Don Andrea Gallo così rispondeva a chi gli chiedeva la sua opinione sull’aborto: «Sta’ a sentire, non incastriamoci nei principi. Se mi si presenta una povera donna che si è scoperta incinta, è stata picchiata dal suo sfruttatore per farla abortire o se mi arriva una poveretta reduce da uno stupro, sai cosa faccio? Io, prete, le accompagno all’ospedale per un aborto terapeutico: doloroso e inevitabile. Le regole sono una cosa, la realtà spesso un’altra. Mi sono spiegato?».
Alcuni anni or sono, quando andavo a fare visita ad una mia carissima cugina, ricoverata all’ospedale maggiore di Parma in stato di coma vegetativo, mi capitava di imbattermi all’entrata in un gruppetto di donne che recitavano ostentatamente il rosario in riparazione dei peccati riconducibili all’aborto. Mi davano un senso di tristezza e di pochezza. Per non mancare loro di rispetto frenavo l’impulso di interrogarle provocatoriamente: «Ma voi cosa sareste disposte a fare per una donna sull’orlo dell’aborto? Avreste il coraggio di ospitarla in casa vostra? Avreste la generosità di sostenerla economicamente in modo continuativo? Avreste la forza di aiutarla umanamente ad una scelta così difficile rispettandone la sofferta decisione?». Cito ancora a senso don Andrea Gallo: «Con una ragazza incinta, sola, magari una giovane prostituta, cerco di portare avanti il discorso del rispetto della vita, faccio tutto il possibile, ma se lei non se la sente, se non riesce ad accettare questa gravidanza, cosa devo fare?».
Non mi sento di ritenere sbrigativamente l’aborto un diritto assoluto, che riguarda solo ed esclusivamente la donna: “L’utero è mio e lo gestisco io”. Questo non è un modo per valorizzare la donna, ma per isolarla rispetto ai suoi problemi. Non mi nascondo nemmeno dietro i principi, perché, se così facessimo in tutto e per tutto, saremmo tutti spacciati. Il discorso va affrontato a tutti i livelli in modo da evitare l’aborto: è un dolorosissimo ripiego, un estremo rimedio, che può essere inevitabile, ma che non rappresenta certo una risposta positiva.

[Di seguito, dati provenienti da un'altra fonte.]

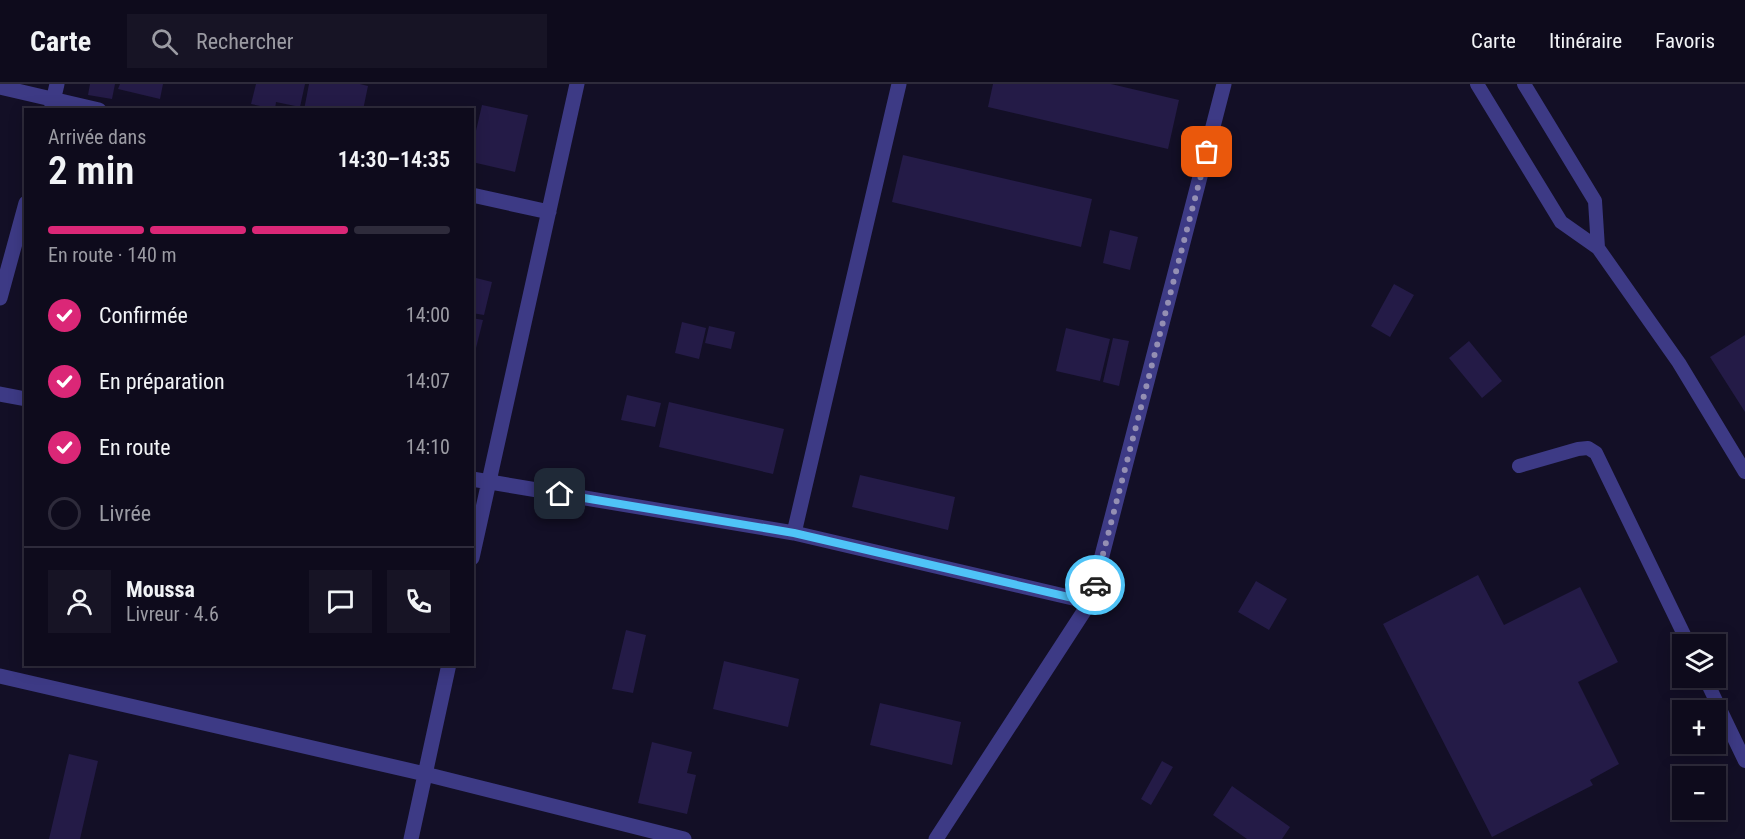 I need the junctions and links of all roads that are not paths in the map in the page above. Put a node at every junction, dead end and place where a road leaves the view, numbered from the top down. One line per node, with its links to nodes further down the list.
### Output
1 (577, 84): 11 (street)
2 (898, 84): 20 (street)
3 (1224, 84): 22 (street)
4 (1477, 84): 12 (lane)
5 (1524, 84): 12 (lane)
6 (0, 87): 7 (street)
7 (54, 98): 8 (street)
8 (92, 108)
9 (474, 195): 11 (street)
10 (24, 210): 13 (street)
11 (549, 212): 19 (street)
12 (1598, 248): 17 (lane)
13 (0, 298)
14 (0, 394): 15 (street)
15 (24, 399)
16 (1519, 466): 23 (lane)
17 (1745, 472)
18 (474, 479): 19 (street)
19 (489, 482): 20 (street); 21 (street)
20 (794, 533): 22 (street)
21 (474, 549)
22 (1090, 602): 31 (street)
23 (1684, 634)
24 (449, 666): 28 (street)
25 (0, 676): 28 (street)
26 (1710, 688): 27 (lane)
27 (1745, 761)
28 (425, 774): 29 (street); 30 (street)
29 (411, 839)
30 (684, 839)
31 (936, 839) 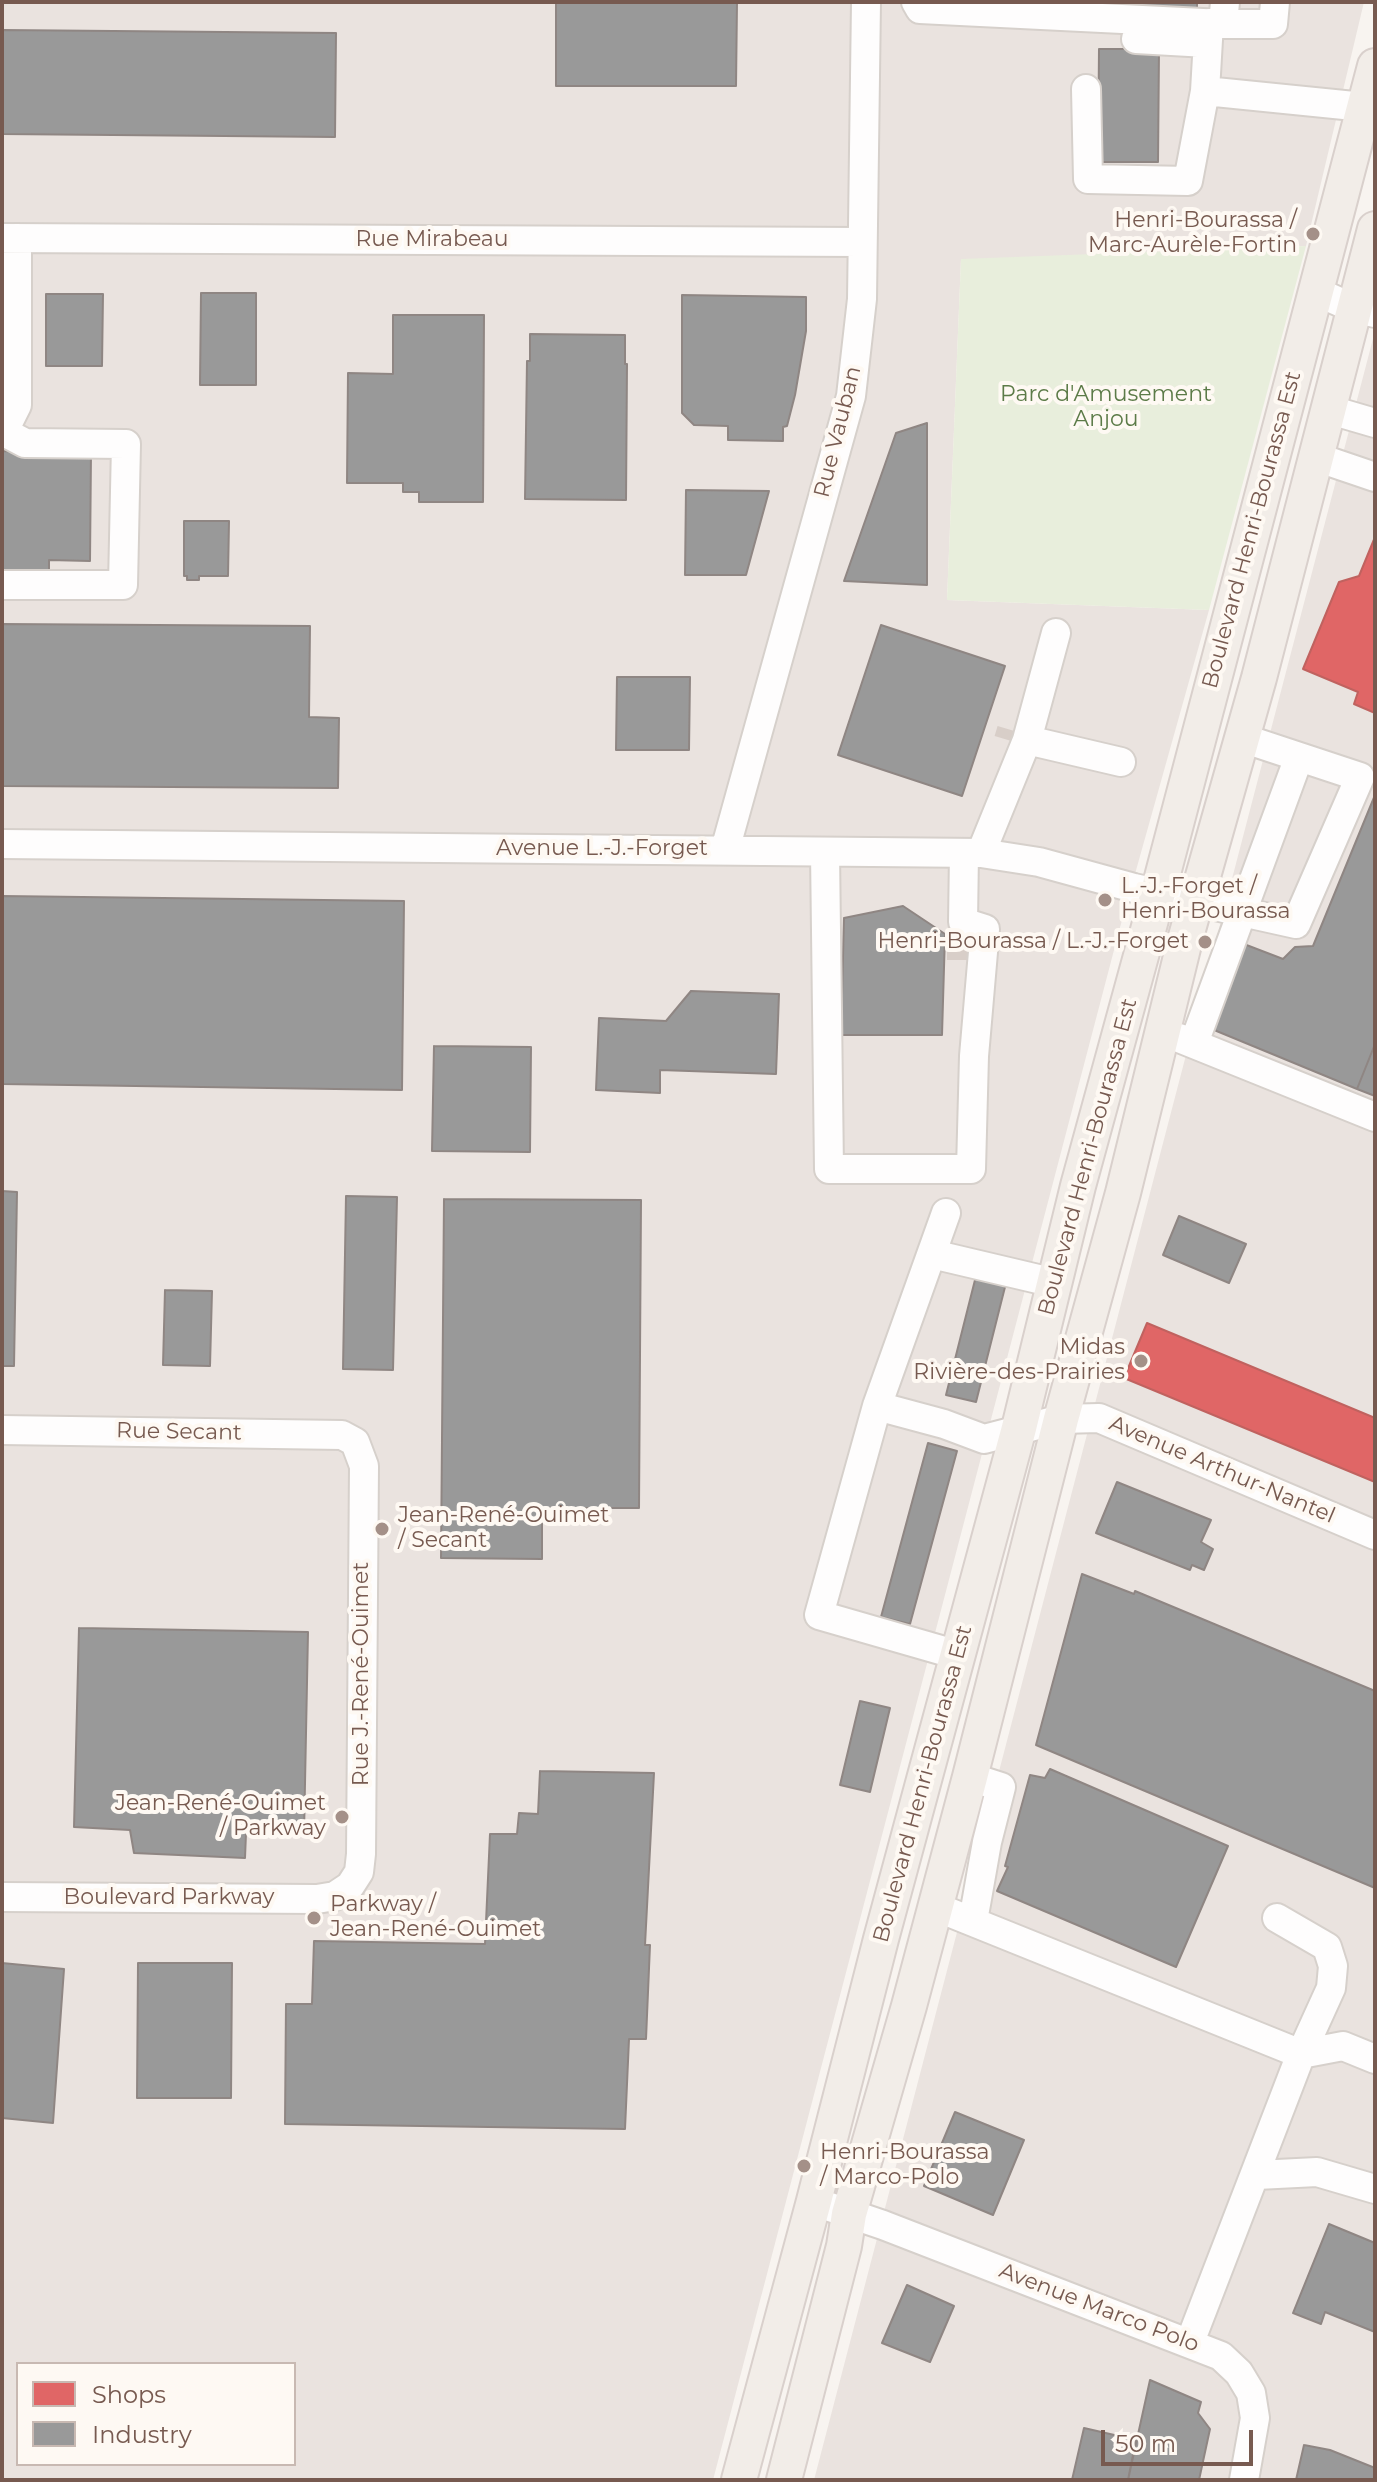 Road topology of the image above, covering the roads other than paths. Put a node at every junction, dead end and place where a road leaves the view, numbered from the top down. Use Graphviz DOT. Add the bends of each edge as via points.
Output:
graph roads {
  1 [pos="866,2"];
  2 [pos="916,2"];
  3 [pos="1275,2"];
  4 [pos="1048,9"];
  5 [pos="1216,23"];
  6 [pos="1112,38"];
  7 [pos="1375,66"];
  8 [pos="1086,89"];
  9 [pos="1205,91"];
  10 [pos="1364,107"];
  11 [pos="1375,229"];
  12 [pos="10,238"];
  13 [pos="861,242"];
  14 [pos="1315,291"];
  15 [pos="1364,311"];
  16 [pos="1327,409"];
  17 [pos="1375,423"];
  18 [pos="3,431"];
  19 [pos="1316,457"];
  20 [pos="1375,477"];
  21 [pos="2,585"];
  22 [pos="1056,633"];
  23 [pos="1242,738"];
  24 [pos="1019,739"];
  25 [pos="1299,757"];
  26 [pos="1121,762"];
  27 [pos="1367,780"];
  28 [pos="2,844"];
  29 [pos="725,850"];
  30 [pos="825,852"];
  31 [pos="973,853"];
  32 [pos="1158,893"];
  33 [pos="1197,902"];
  34 [pos="1241,912"];
  35 [pos="962,942"];
  36 [pos="980,986"];
  37 [pos="1178,1037"];
  38 [pos="1375,1117"];
  39 [pos="946,1213"];
  40 [pos="932,1254"];
  41 [pos="1055,1283"];
  42 [pos="877,1406"];
  43 [pos="1061,1419"];
  44 [pos="1019,1428"];
  45 [pos="2,1430"];
  46 [pos="355,1442"];
  47 [pos="1375,1535"];
  48 [pos="958,1655"];
  49 [pos="970,1777"];
  50 [pos="335,1896"];
  51 [pos="2,1897"];
  52 [pos="936,1907"];
  53 [pos="1277,1918"];
  54 [pos="973,1921"];
  55 [pos="1301,2054"];
  56 [pos="1375,2059"];
  57 [pos="1257,2175"];
  58 [pos="1375,2189"];
  59 [pos="814,2201"];
  60 [pos="849,2214"];
  61 [pos="1190,2342"];
  62 [pos="739,2480"];
  63 [pos="784,2480"];
  64 [pos="1244,2480"];
  1 -- 13 [label="street, Rue Vauban"];
  2 -- 4 [label="street" via="920,9"];
  3 -- 5 [label="street" via="1273,24"];
  4 -- 5 [label="street"];
  5 -- 6 [label="street"];
  5 -- 9 [label="street"];
  7 -- 10 [label="main road, Boulevard Henri-Bourassa Est"];
  8 -- 9 [label="street" via="1088,179 1188,181"];
  9 -- 10 [label="street"];
  10 -- 14 [label="main road, Boulevard Henri-Bourassa Est"];
  11 -- 15 [label="main road, Boulevard Henri-Bourassa Est"];
  12 -- 13 [label="street, Rue Mirabeau"];
  12 -- 18 [label="street" via="17,405"];
  13 -- 29 [label="street, Rue Vauban" via="862,299 851,396"];
  14 -- 15 [label="street"];
  14 -- 32 [label="main road, Boulevard Henri-Bourassa Est"];
  15 -- 16 [label="main road, Boulevard Henri-Bourassa Est"];
  16 -- 17 [label="street"];
  16 -- 19 [label="main road, Boulevard Henri-Bourassa Est"];
  18 -- 21 [label="street" via="25,443 126,444 123,585"];
  19 -- 20 [label="street"];
  19 -- 23 [label="main road, Boulevard Henri-Bourassa Est"];
  22 -- 24 [label="street"];
  23 -- 25 [label="street"];
  23 -- 33 [label="main road, Boulevard Henri-Bourassa Est"];
  24 -- 26 [label="street"];
  24 -- 31 [label="street"];
  25 -- 27 [label="street"];
  25 -- 34 [label="street"];
  27 -- 34 [label="street, Avenue L.-J.-Forget" via="1296,924"];
  28 -- 29 [label="street, Avenue L.-J.-Forget"];
  29 -- 30 [label="street, Avenue L.-J.-Forget"];
  30 -- 31 [label="street, Avenue L.-J.-Forget"];
  30 -- 36 [label="street" via="829,1169 971,1169"];
  31 -- 32 [label="street, Avenue L.-J.-Forget" via="1039,862"];
  31 -- 35 [label="street"];
  32 -- 33 [label="street, Avenue L.-J.-Forget"];
  32 -- 41 [label="main road, Boulevard Henri-Bourassa Est"];
  33 -- 34 [label="street, Avenue L.-J.-Forget"];
  33 -- 37 [label="main road, Boulevard Henri-Bourassa Est"];
  34 -- 37 [label="street"];
  35 -- 36 [label="street" via="963,971"];
  35 -- 36 [label="street" via="985,929"];
  37 -- 38 [label="street"];
  37 -- 43 [label="main road, Boulevard Henri-Bourassa Est" via="1123,1193"];
  39 -- 40 [label="street"];
  40 -- 41 [label="street"];
  40 -- 42 [label="street"];
  41 -- 44 [label="main road, Boulevard Henri-Bourassa Est"];
  42 -- 44 [label="street, Avenue Arthur-Nantel" via="984,1439"];
  42 -- 48 [label="street" via="819,1615"];
  43 -- 44 [label="street, Avenue Arthur-Nantel"];
  43 -- 47 [label="street, Avenue Arthur-Nantel" via="1099,1418"];
  43 -- 49 [label="main road, Boulevard Henri-Bourassa Est"];
  44 -- 48 [label="main road, Boulevard Henri-Bourassa Est"];
  45 -- 46 [label="street, Rue Secant" via="326,1434"];
  46 -- 50 [label="street, Rue J.-René-Ouimet" via="364,1466 361,1854 359,1872"];
  48 -- 59 [label="main road, Boulevard Henri-Bourassa Est"];
  49 -- 52 [label="main road, Boulevard Henri-Bourassa Est"];
  49 -- 54 [label="street" via="1001,1787"];
  50 -- 51 [label="street, Boulevard Parkway"];
  52 -- 54 [label="street"];
  52 -- 60 [label="main road, Boulevard Henri-Bourassa Est"];
  53 -- 55 [label="street" via="1327,1947 1333,1966 1331,1988"];
  54 -- 55 [label="street"];
  55 -- 56 [label="street" via="1343,2046"];
  55 -- 57 [label="street"];
  57 -- 58 [label="street" via="1317,2172"];
  57 -- 61 [label="street"];
  59 -- 60 [label="street, Avenue Marco Polo"];
  59 -- 62 [label="main road, Boulevard Henri-Bourassa Est"];
  60 -- 61 [label="street, Avenue Marco Polo"];
  60 -- 63 [label="main road, Boulevard Henri-Bourassa Est"];
  61 -- 64 [label="street, Avenue Marco Polo" via="1221,2356 1251,2393 1255,2418"];
}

Non accetto il dogmatismo brandito dalla Chiesa, immaginiamoci se posso accettare quello blasfemo di Donald Trump. “Misericordia voglio e non sacrificio”. L’aborto non è un atto demoniaco da esorcizzare, ma nemmeno una conquista di civiltà. Le leggi devono laicamente tentare di difendere la vita di tutti: non è facile e non lo si fa certamente coi tira e molla della Corte Suprema Usa che scarica il barile sui singoli Stati dell’Unione, sulle scelte elettorali della gente e sull’opportunismo dei furbi e dei ricchi.
Il resto sta nella coscienza degli individui e nella carità cristiana a tutto tondo. Papa Francesco ha detto in occasione dell’Anno Santo della Misericordia: «Ho deciso, nonostante qualsiasi cosa in contrario, di concedere a tutti i sacerdoti per l’Anno Giubilare la facoltà di assolvere dal peccato di aborto quanti lo hanno procurato e pentiti di cuore ne chiedono il perdono».